## TASK BRIEF
The answer must be every line below that holds the word "Grigore".

## EXERCISE MATERIALS
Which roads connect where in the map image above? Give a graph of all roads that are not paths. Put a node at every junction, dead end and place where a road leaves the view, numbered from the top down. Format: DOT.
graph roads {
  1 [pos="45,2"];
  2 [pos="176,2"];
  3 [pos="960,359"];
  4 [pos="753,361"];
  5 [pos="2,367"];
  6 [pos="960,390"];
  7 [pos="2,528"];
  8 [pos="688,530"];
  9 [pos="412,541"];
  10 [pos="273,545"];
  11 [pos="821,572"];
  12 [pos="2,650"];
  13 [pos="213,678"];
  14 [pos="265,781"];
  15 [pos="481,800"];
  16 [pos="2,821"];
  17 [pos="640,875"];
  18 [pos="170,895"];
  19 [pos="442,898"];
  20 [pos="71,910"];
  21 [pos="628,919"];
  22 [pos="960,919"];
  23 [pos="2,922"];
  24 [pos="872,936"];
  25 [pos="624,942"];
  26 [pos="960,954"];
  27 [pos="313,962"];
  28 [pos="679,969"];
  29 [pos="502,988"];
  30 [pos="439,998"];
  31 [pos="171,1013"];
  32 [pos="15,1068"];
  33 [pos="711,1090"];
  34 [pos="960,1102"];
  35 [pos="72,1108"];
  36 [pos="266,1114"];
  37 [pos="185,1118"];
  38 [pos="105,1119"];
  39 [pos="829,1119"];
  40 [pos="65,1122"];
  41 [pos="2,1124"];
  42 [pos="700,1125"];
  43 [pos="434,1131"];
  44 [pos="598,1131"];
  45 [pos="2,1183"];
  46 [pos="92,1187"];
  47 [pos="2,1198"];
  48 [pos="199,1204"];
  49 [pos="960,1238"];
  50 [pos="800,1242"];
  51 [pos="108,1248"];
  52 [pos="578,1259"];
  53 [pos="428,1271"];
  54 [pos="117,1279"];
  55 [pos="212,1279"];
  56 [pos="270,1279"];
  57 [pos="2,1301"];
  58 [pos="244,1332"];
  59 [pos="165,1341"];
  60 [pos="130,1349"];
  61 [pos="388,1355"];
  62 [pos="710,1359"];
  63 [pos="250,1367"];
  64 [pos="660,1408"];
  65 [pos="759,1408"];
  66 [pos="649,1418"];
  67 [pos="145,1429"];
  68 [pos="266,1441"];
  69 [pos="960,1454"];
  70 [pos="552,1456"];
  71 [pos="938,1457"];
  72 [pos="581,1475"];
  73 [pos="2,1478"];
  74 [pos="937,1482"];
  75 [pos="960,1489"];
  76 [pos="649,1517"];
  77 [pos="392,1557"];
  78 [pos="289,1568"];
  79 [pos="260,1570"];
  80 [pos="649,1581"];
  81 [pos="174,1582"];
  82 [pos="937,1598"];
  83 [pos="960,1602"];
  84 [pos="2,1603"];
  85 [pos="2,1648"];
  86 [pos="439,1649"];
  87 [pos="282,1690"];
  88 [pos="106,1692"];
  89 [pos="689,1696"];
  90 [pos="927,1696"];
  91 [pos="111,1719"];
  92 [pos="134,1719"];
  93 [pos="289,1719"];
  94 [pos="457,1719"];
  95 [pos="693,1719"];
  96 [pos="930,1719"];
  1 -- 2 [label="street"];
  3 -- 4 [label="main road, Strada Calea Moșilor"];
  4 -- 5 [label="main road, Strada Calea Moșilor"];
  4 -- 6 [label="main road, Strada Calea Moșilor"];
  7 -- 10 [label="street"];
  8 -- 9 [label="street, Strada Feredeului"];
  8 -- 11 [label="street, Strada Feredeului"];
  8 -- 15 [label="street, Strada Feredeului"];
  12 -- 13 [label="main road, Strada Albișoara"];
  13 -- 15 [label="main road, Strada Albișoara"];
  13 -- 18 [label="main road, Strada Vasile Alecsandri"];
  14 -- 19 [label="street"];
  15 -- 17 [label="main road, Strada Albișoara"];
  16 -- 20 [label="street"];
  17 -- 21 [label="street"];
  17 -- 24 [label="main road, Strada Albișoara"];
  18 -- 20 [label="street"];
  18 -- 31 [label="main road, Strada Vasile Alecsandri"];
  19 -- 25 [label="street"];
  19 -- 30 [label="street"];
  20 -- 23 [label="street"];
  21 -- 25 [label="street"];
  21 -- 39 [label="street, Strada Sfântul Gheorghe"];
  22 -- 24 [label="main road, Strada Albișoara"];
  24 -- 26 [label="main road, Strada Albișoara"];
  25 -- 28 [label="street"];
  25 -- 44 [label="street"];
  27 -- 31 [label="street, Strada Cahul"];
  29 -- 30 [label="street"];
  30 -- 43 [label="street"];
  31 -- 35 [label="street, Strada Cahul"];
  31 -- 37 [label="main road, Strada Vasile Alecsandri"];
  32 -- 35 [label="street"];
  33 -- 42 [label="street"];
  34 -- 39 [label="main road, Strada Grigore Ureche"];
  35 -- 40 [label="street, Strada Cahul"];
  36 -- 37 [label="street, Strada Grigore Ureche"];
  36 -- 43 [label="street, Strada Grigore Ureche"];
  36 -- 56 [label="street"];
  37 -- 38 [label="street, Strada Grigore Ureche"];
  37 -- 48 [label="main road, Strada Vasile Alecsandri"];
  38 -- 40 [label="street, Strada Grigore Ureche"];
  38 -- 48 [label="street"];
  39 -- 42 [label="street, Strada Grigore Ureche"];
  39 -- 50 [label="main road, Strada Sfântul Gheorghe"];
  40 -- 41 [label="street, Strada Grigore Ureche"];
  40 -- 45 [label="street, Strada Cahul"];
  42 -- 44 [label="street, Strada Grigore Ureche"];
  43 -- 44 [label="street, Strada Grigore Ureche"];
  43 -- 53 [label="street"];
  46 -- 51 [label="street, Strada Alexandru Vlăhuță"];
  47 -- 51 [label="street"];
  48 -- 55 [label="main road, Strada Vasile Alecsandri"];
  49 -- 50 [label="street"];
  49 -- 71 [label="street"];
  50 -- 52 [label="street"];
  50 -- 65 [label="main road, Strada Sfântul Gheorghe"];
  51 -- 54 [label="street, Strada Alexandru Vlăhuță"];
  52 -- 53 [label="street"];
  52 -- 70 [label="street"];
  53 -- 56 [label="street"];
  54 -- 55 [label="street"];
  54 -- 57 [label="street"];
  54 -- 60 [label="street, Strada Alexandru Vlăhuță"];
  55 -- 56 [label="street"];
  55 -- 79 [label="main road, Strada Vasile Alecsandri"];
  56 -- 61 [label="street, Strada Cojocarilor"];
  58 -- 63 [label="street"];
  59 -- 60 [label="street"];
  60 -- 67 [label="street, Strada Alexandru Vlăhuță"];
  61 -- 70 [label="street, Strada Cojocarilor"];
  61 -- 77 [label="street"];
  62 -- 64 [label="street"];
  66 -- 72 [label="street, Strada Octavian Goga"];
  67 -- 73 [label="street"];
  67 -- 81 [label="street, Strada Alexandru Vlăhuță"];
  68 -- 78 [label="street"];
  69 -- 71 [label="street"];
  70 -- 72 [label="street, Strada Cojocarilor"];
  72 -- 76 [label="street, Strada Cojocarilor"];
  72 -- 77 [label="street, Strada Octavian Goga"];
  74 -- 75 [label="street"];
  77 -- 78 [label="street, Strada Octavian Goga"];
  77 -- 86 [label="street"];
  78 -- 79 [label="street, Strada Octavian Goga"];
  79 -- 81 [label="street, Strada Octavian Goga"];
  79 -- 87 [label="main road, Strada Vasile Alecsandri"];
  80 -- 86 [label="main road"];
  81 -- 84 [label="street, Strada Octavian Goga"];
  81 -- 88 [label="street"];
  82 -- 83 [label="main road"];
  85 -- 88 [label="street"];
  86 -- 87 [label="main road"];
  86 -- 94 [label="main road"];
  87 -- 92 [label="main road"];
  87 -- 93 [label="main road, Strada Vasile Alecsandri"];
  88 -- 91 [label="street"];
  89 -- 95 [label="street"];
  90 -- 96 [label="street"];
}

## EXPECTED OUTPUT
  34 -- 39 [label="main road, Strada Grigore Ureche"];
  36 -- 37 [label="street, Strada Grigore Ureche"];
  36 -- 43 [label="street, Strada Grigore Ureche"];
  37 -- 38 [label="street, Strada Grigore Ureche"];
  38 -- 40 [label="street, Strada Grigore Ureche"];
  39 -- 42 [label="street, Strada Grigore Ureche"];
  40 -- 41 [label="street, Strada Grigore Ureche"];
  42 -- 44 [label="street, Strada Grigore Ureche"];
  43 -- 44 [label="street, Strada Grigore Ureche"];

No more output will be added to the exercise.